Class 2: "baseball diamond"
Class 3: "basketball court"
Class 4: "beach"
Class 5: "bridge"
Class 6: "chaparral"
Class 7: "church"
Class 8: "circular farmland"
Class 9: "cloud"
Class 10: "commercial area"
Class 11: "dense residential"
Class 12: "desert"
Class 13: "forest"
Class 14: "freeway"
Class 15: "golf course"
Class 16: "ground track field"
Class 17: "harbor"
Class 18: "industrial area"
Class 19: "intersection"
Class 20: "island"
Class 21: "lake"
Class 22: "meadow"
Class 23: "medium residential"
Class 24: "mobile home park"
Class 25: "mountain"
Class 26: "overpass"
Class 27: "palace"
Class 28: "parking lot"
Class 29: "railway"
Class 30: "railway station"
Class 31: "rectangular farmland"
Class 32: "river"
Class 33: "roundabout"
Class 34: "runway"
Class 35: "sea ice"
Class 36: "ship"
Class 37: "snowberg"
Class 38: "sparse residential"
Class 39: "stadium"
Class 40: "storage tank"
Class 41: "tennis court"
Class 42: "terrace"
Class 43: "thermal power station"
Class 44: "wetland"
```

---

## **Install dependencies**

```bash
pip install -q transformers torch pillow gradio
```

---

## **Inference Code**

```python
import gradio as gr
from transformers import AutoImageProcessor, SiglipForImageClassification
from PIL import Image
import torch

# Load model and processor
model_name = "prithivMLmods/RESISC45-SigLIP2"  # Update to your actual Hugging Face model path
model = SiglipForImageClassification.from_pretrained(model_name)
processor = AutoImageProcessor.from_pretrained(model_name)

# Label map
id2label = {
    "0": "airplane", "1": "airport", "2": "baseball diamond", "3": "basketball court", "4": "beach",
    "5": "bridge", "6": "chaparral", "7": "church", "8": "circular farmland", "9": "cloud",
    "10": "commercial area", "11": "dense residential", "12": "desert", "13": "forest", "14": "freeway",
    "15": "golf course", "16": "ground track field", "17": "harbor", "18": "industrial area", "19": "intersection",
    "20": "island", "21": "lake", "22": "meadow", "23": "medium residential", "24": "mobile home park",
    "25": "mountain", "26": "overpass", "27": "palace", "28": "parking lot", "29": "railway",
    "30": "railway station", "31": "rectangular farmland", "32": "river", "33": "roundabout", "34": "runway",
    "35": "sea ice", "36": "ship", "37": "snowberg", "38": "sparse residential", "39": "stadium",
    "40": "storage tank", "41": "tennis court", "42": "terrace", "43": "thermal power station", "44": "wetland"
}

def classify_resisc_image(image):
    image = Image.fromarray(image).convert("RGB")
    inputs = processor(images=image, return_tensors="pt")
    
    with torch.no_grad():
        outputs = model(**inputs)
        logits = outputs.logits
        probs = torch.sigmoid(logits).squeeze().tolist()
    
    threshold = 0.5
    predictions = {
        id2label[str(i)]: round(probs[i], 3)
        for i in range(len(probs)) if probs[i] >= threshold
    }

    return predictions or {"None Detected": 0.0}

# Gradio Interface
iface = gr.Interface(
    fn=classify_resisc_image,
    inputs=gr.Image(type="numpy"),
    outputs=gr.Label(label="Predicted Scene Categories"),
    title="RESISC45-SigLIP2",
    description="Upload a satellite image to detect multiple land use and land cover categories (e.g., airport, forest, mountain)."
)

if __name__ == "__main__":
    iface.launch()
```

---

## **Intended Use**

The **RESISC45-SigLIP2** model is ideal for multi-label classification tasks involving remote sensing imagery.
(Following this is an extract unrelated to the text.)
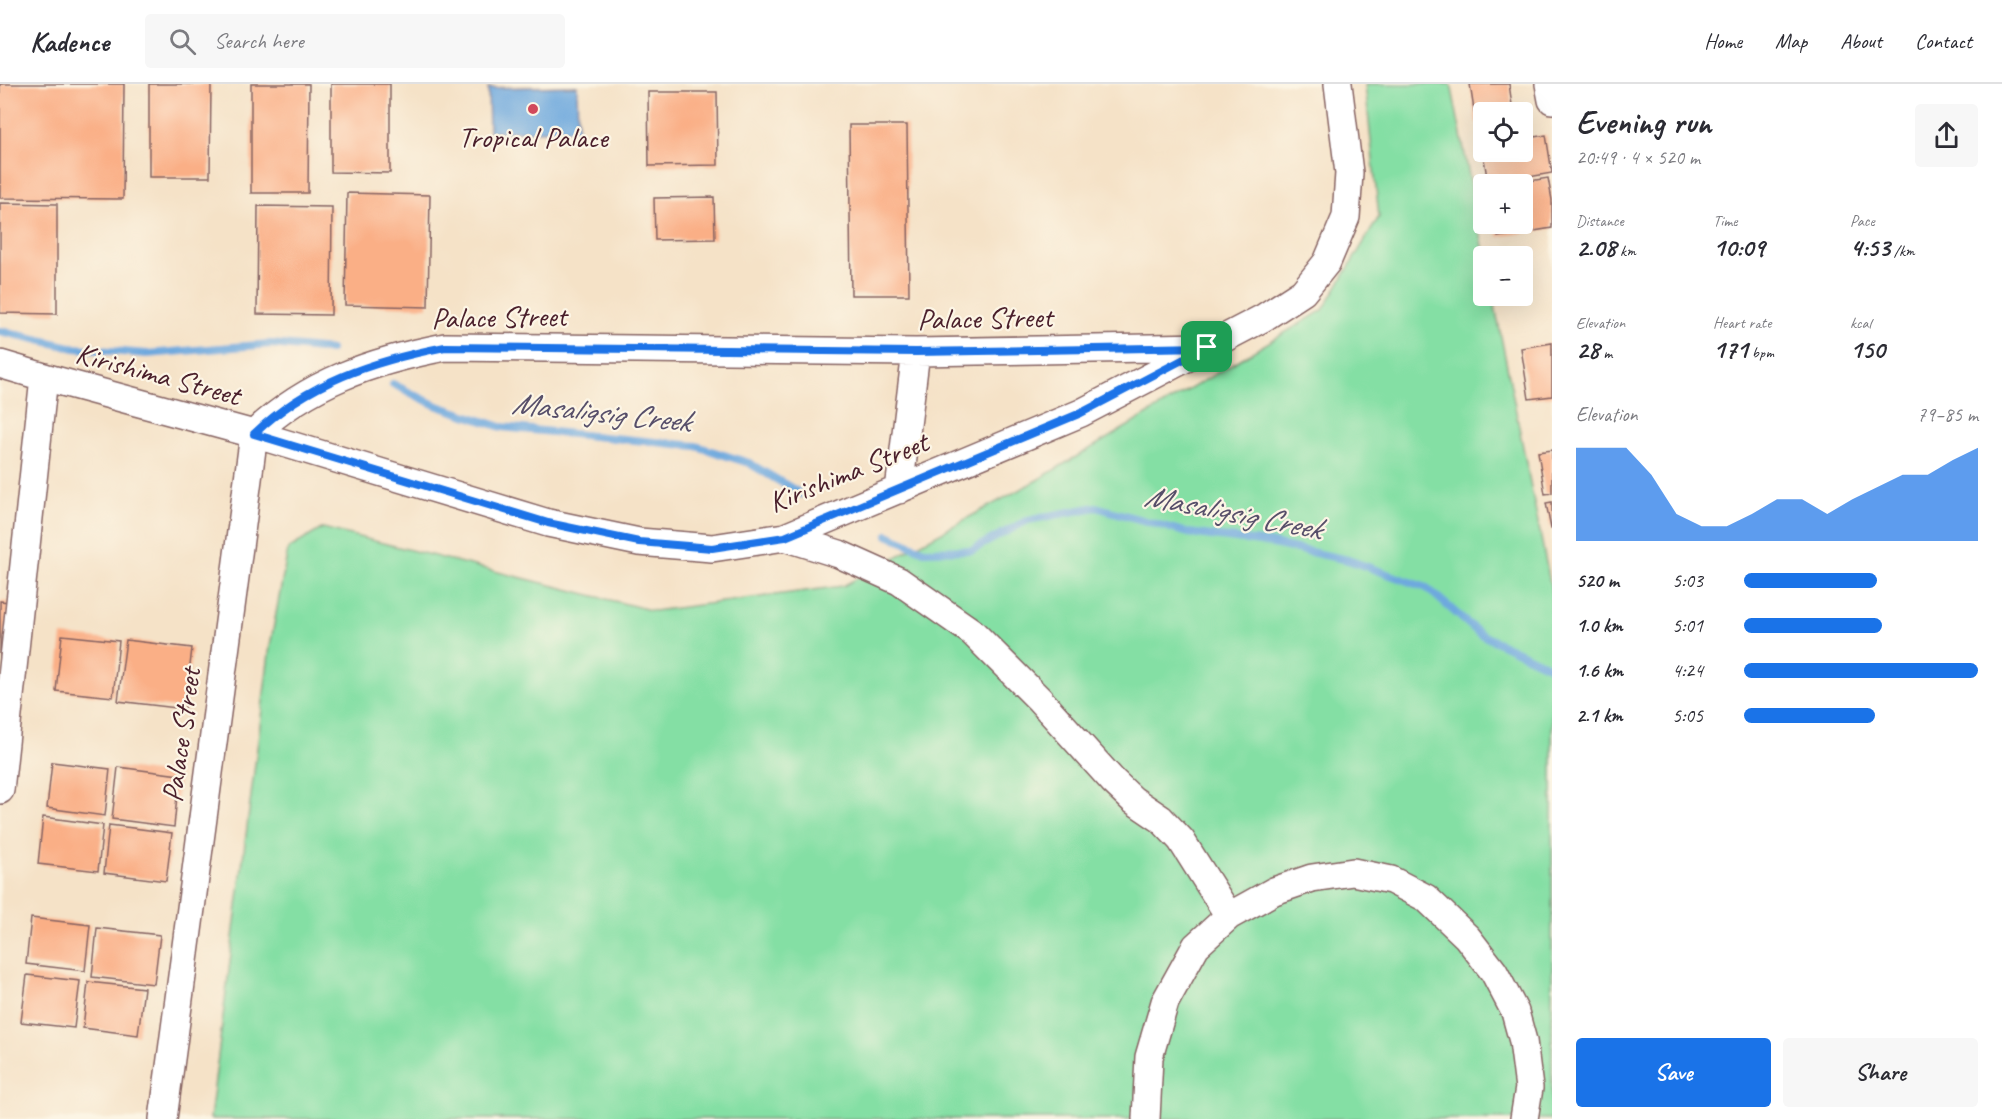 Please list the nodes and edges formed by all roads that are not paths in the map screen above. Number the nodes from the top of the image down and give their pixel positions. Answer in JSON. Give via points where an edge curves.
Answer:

Use cases include:

- **Remote Sensing Analysis** – Label elements in aerial/satellite images.
- **Urban Planning** – Identify urban structures and landscape features.
- **Geospatial Intelligence** – Aid in automated image interpretation pipelines.
- **Environmental Monitoring** – Track natural landforms and changes.